§ **The problem**
Every line with the string "main" in it belongs in your answer, so copy them all from the data.

(Provided information begins)

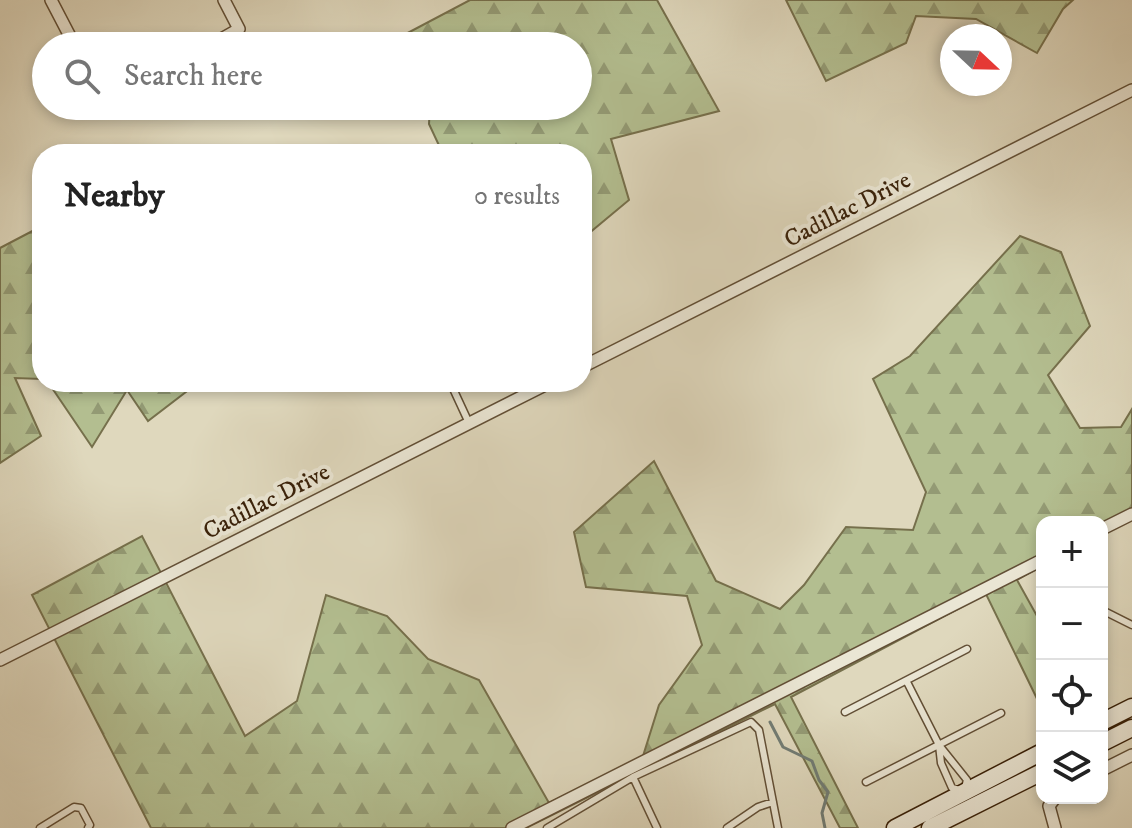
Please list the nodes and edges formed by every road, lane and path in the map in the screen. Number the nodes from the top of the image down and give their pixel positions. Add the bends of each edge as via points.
1 (51, 0) edge
2 (224, 0) edge
3 (68, 32) edge
4 (234, 32) edge
5 (1132, 90) edge
6 (592, 362) edge
7 (455, 392) edge
8 (531, 392) edge
9 (469, 423) junction
10 (1132, 514) edge
11 (1108, 526) edge
12 (1036, 563) edge
13 (1108, 613) edge
14 (1132, 625) edge
15 (967, 649) dead end
16 (0, 660) edge
17 (907, 682) junction
18 (1132, 707) edge
19 (845, 712) dead end
20 (1001, 713) dead end
21 (1108, 719) edge
22 (1132, 728) edge
23 (1108, 740) edge
24 (939, 745) junction
25 (1036, 755) edge
26 (1132, 755) edge
27 (1108, 767) edge
28 (1036, 775) edge
29 (633, 777) junction
30 (866, 782) dead end
31 (964, 791) junction
32 (773, 802) junction
33 (1052, 804) edge
34 (973, 806) junction
35 (40, 828) edge
36 (88, 828) edge
37 (512, 828) edge
38 (547, 828) edge
39 (657, 828) edge
40 (727, 828) edge
41 (778, 828) edge
42 (895, 828) edge
43 (930, 828) edge
44 (1055, 828) edge

1 - 3 street
2 - 4 street via 239,29
5 - 6 street, Cadillac Drive
7 - 9 lane
8 - 9 street, Cadillac Drive
9 - 16 street, Cadillac Drive
10 - 11 street
12 - 37 street
13 - 14 lane
15 - 17 lane
17 - 19 lane
17 - 24 lane
18 - 21 main road
20 - 24 lane
22 - 23 main road
24 - 30 lane
24 - 31 lane via 967,780
24 - 31 lane via 952,788
25 - 31 main road
26 - 27 street
28 - 34 main road
29 - 32 lane via 751,722 759,730
29 - 38 lane
29 - 39 lane
31 - 34 main road
31 - 42 main road
32 - 40 lane
32 - 41 lane
33 - 44 street
34 - 43 main road
35 - 36 lane via 74,807 81,808

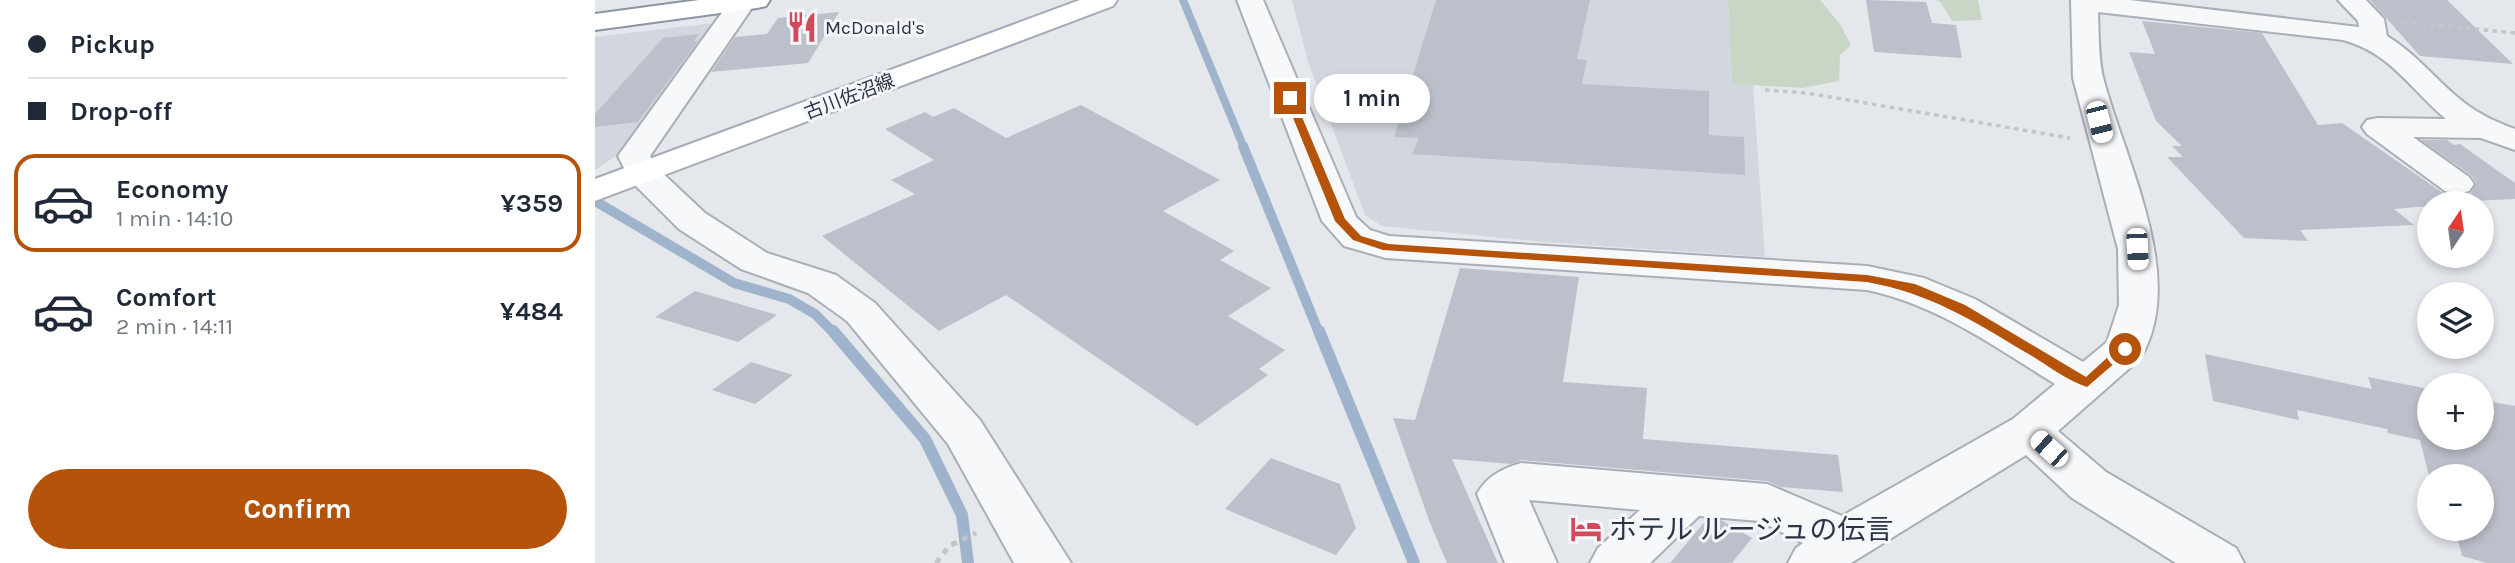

(Provided information ends)

§ **Final answer**
18 - 21 main road
22 - 23 main road
25 - 31 main road
28 - 34 main road
31 - 34 main road
31 - 42 main road
34 - 43 main road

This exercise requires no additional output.